The hot air flows into the second heat collection and distribution cabinet from the heat dissipation thin tube 4, performs secondary mixing, passes through the shell of the second heat collection and distribution cabinet, and radiates heat to the barn, and then the hot air flows from the air outlet of the second heat collection and distribution cabinet. Into the heat dissipation thick pipe 6, the hot air entering the heat dissipation thick pipe 6 radiates heat to the barn again, and finally passes the unutilized heat through the exhaust pipe 7 in the outside atmosphere where the hot air is discharged.
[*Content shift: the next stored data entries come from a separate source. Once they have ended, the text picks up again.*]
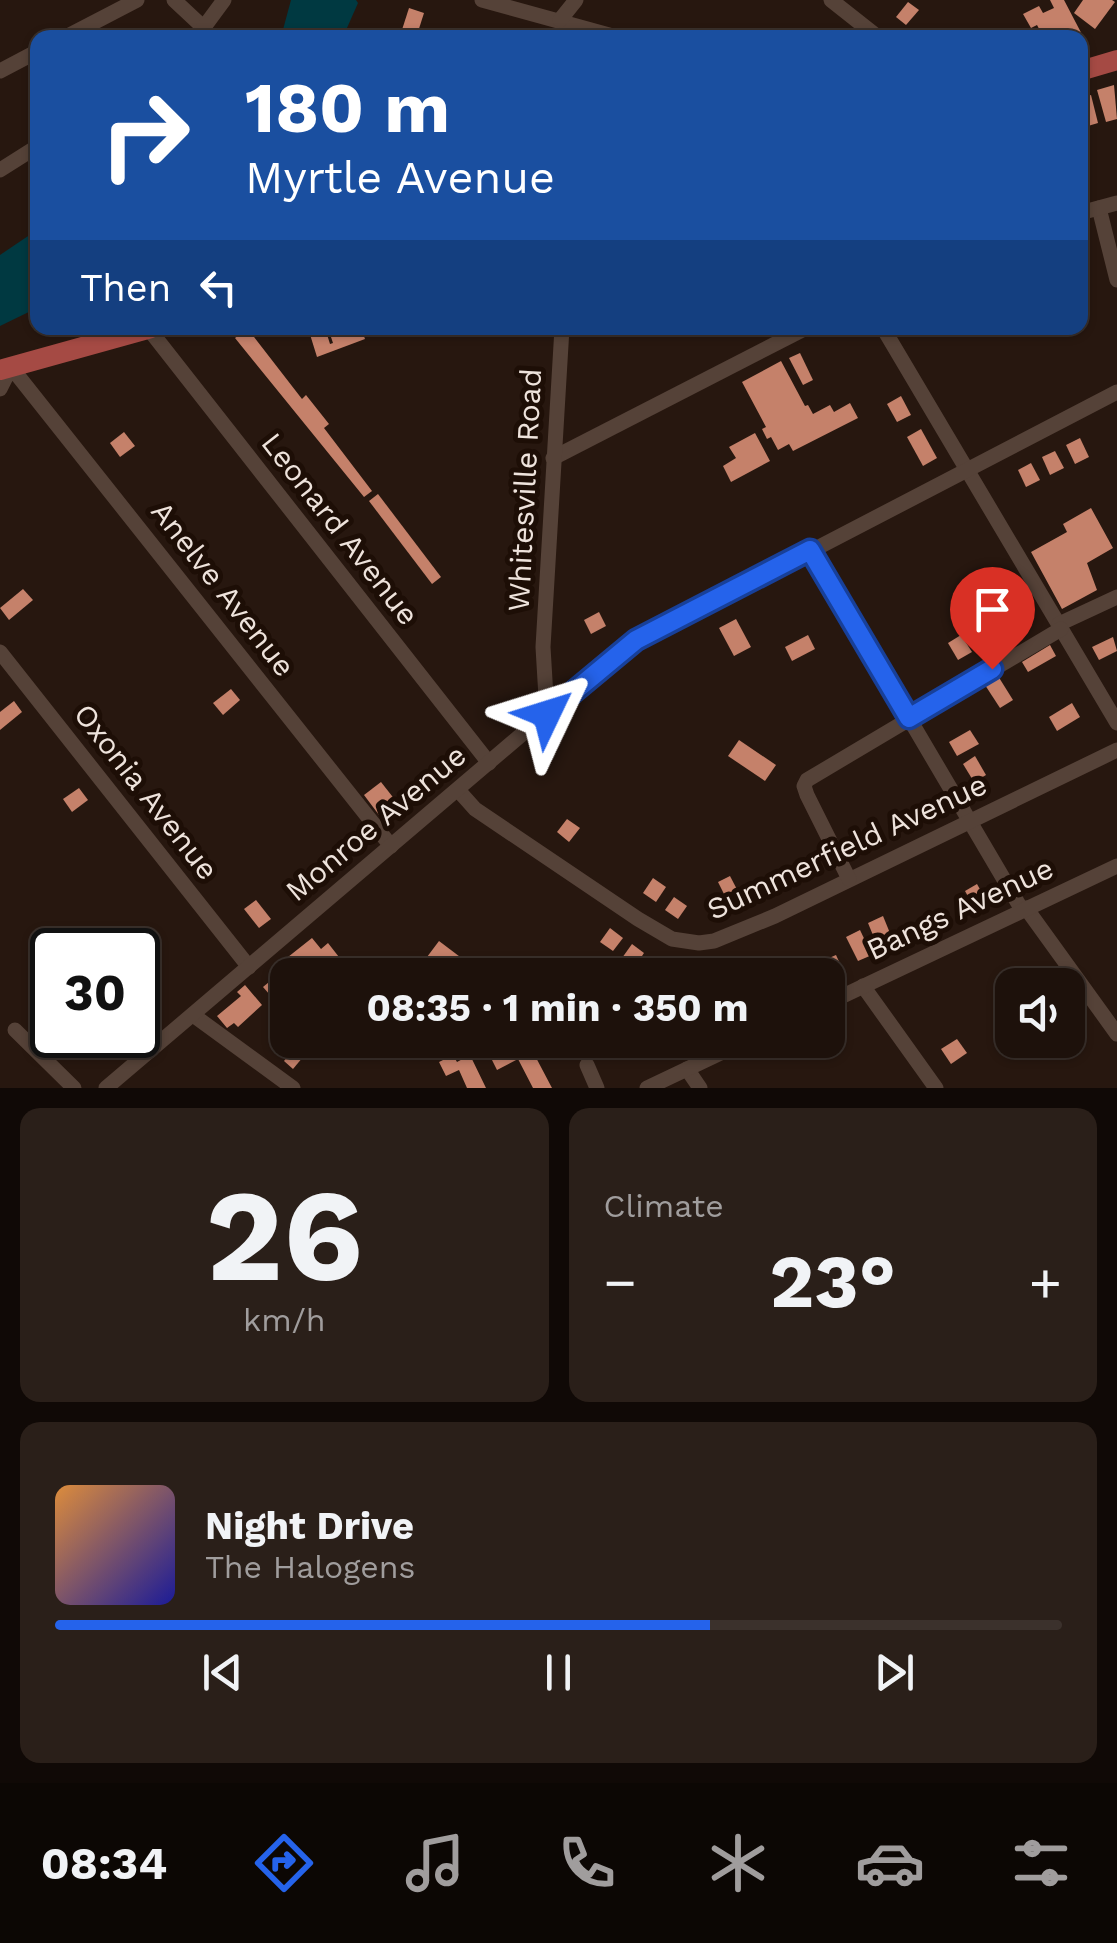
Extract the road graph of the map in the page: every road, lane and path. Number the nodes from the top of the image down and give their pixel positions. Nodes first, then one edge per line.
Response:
1 (137, 0) edge
2 (174, 0) edge
3 (224, 0) edge
4 (482, 0) edge
5 (576, 0) edge
6 (831, 0) edge
7 (570, 27) edge
8 (79, 30) edge
9 (198, 30) edge
10 (202, 30) edge
11 (870, 30) edge
12 (30, 56) edge
13 (1117, 60) edge
14 (1088, 69) edge
15 (0, 71) edge
16 (30, 151) edge
17 (0, 170) edge
18 (1117, 203) edge
19 (1098, 208) junction
20 (1088, 211) edge
21 (1117, 280) edge
22 (125, 335) edge
23 (155, 335) edge
24 (562, 335) edge
25 (792, 335) edge
26 (888, 335) edge
27 (6, 368) edge
28 (0, 389) edge
29 (1117, 392) edge
30 (553, 458) junction
31 (967, 469) junction
32 (810, 550) junction
33 (1117, 597) edge
34 (1060, 626) junction
35 (0, 652) edge
36 (547, 714) junction
37 (909, 718) junction
38 (1117, 723) edge
39 (1117, 750) edge
40 (490, 763) junction
41 (458, 790) junction
42 (969, 821) junction
43 (391, 846) junction
44 (1115, 867) edge
45 (849, 879) junction
46 (1024, 909) junction
47 (249, 967) junction
48 (863, 986) junction
49 (845, 994) edge
50 (192, 1015) junction
51 (15, 1030) dead end
52 (1117, 1034) edge
53 (160, 1042) edge
54 (141, 1058) edge
55 (710, 1058) edge
56 (587, 1065) dead end
57 (687, 1069) junction
58 (74, 1088) edge
59 (106, 1088) edge
60 (293, 1088) edge
61 (598, 1088) edge
62 (647, 1088) edge
63 (700, 1088) edge
64 (936, 1088) edge

1 - 8 street
2 - 9 street
3 - 10 street
4 - 7 street
5 - 7 street
6 - 11 street
12 - 15 street
13 - 14 main road
16 - 17 street
18 - 19 street
19 - 20 street
19 - 21 street
22 - 27 main road
23 - 40 street, Leonard Avenue
24 - 30 street, Whitesville Road
25 - 30 street
26 - 31 street
27 - 28 street
27 - 43 street, Anelve Avenue
29 - 31 street, Monroe Avenue
30 - 36 street, Whitesville Road
31 - 32 street, Monroe Avenue
31 - 34 street
32 - 36 street, Monroe Avenue
32 - 37 street
33 - 34 street
34 - 37 street
34 - 38 street
35 - 47 street, Oxonia Avenue
36 - 40 street, Monroe Avenue
37 - 42 street
37 - 45 street
39 - 42 street, Summerfield Avenue
40 - 41 street, Monroe Avenue
41 - 43 street, Monroe Avenue
41 - 45 street, Summerfield Avenue
42 - 45 street, Summerfield Avenue
42 - 46 street
43 - 47 street, Monroe Avenue
44 - 46 street, Bangs Avenue
46 - 48 street, Bangs Avenue
46 - 52 street
47 - 50 street, Monroe Avenue
48 - 49 street, Bangs Avenue
48 - 64 street
50 - 53 street, Monroe Avenue
50 - 60 street
51 - 58 street
54 - 59 street, Monroe Avenue
55 - 57 street
56 - 61 street
57 - 62 street
57 - 63 street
It should be noted that the above-mentioned embodiments are illustrations rather than limitations to the technical solutions of the present invention, equivalent replacements by those of ordinary skill in the art or other modifications made according to the prior art, as long as they do not exceed the thinking and scope of the technical solutions of the present invention , should be included within the scope of the claims of the present invention.

Claims (5)

1. fusiformis hearth combustion radiator for a liquid combustor, it is characterized in that: comprise liquid combustor (1), the puff prot of described liquid combustor (1) is communicated with the import of burner hearth (2), the outlet of burner hearth (2) is communicated with the air inlet (15) of the first thermal-arrest shunting cabinet (3), the first thermal-arrest shunting cabinet (3) upper end is provided with many heat dissipation thin tubes (4), the gas outlet of heat dissipation thin tubes (4) is communicated with the air inlet (14) of the second thermal-arrest shunting cabinet (5), the gas outlet of the second thermal-arrest shunting cabinet (5) is communicated with the air inlet of heat radiation extra heavy pipe (6), the gas outlet of heat radiation extra heavy pipe (6) is communicated with blast pipe (7), described burner hearth (2) is fusiformis.

2. fusiformis hearth combustion radiator for liquid combustor according to claim 1, it is characterized in that: described fusiformis burner hearth (2) comprises fixing successively front linkage section (8), expansion horn mouth (9), interlude (10), shrinks horn mouth (11) and rear linkage section (12), described front linkage section (8) is communicated with the puff prot of liquid combustor (1), and described rear linkage section (12) is communicated with the air inlet (15) of the first thermal-arrest shunting cabinet (3).

3. fusiformis hearth combustion radiator for liquid combustor according to claim 1, is characterized in that: folding upper and lower double-layer structure, the outer radiating fin (13) that is fixed with of the heat dissipation thin tubes of its lower floor (4) of bending to of described heat dissipation thin tubes (4).

4. fusiformis hearth combustion radiator for liquid combustor according to claim 1, it is characterized in that: the air inlet (14) of the second described thermal-arrest shunting cabinet (5) is evenly distributed at the side circular arc of the second thermal-arrest shunting cabinet (5), and the gas outlet of heat dissipation thin tubes (4) is communicated with the air inlet (14) of the second thermal-arrest shunting cabinet (5).

5. fusiformis hearth combustion radiator for liquid combustor according to claim 1, it is characterized in that: it be symmetry axis that the many heat dissipation thin tubes (4) of described the first thermal-arrest shunting cabinet (3) upper end be take the air inlet (15) of the first thermal-arrest shunting cabinet (3), shunts cabinet (3) upper end symmetry be evenly distributed at the first thermal-arrest.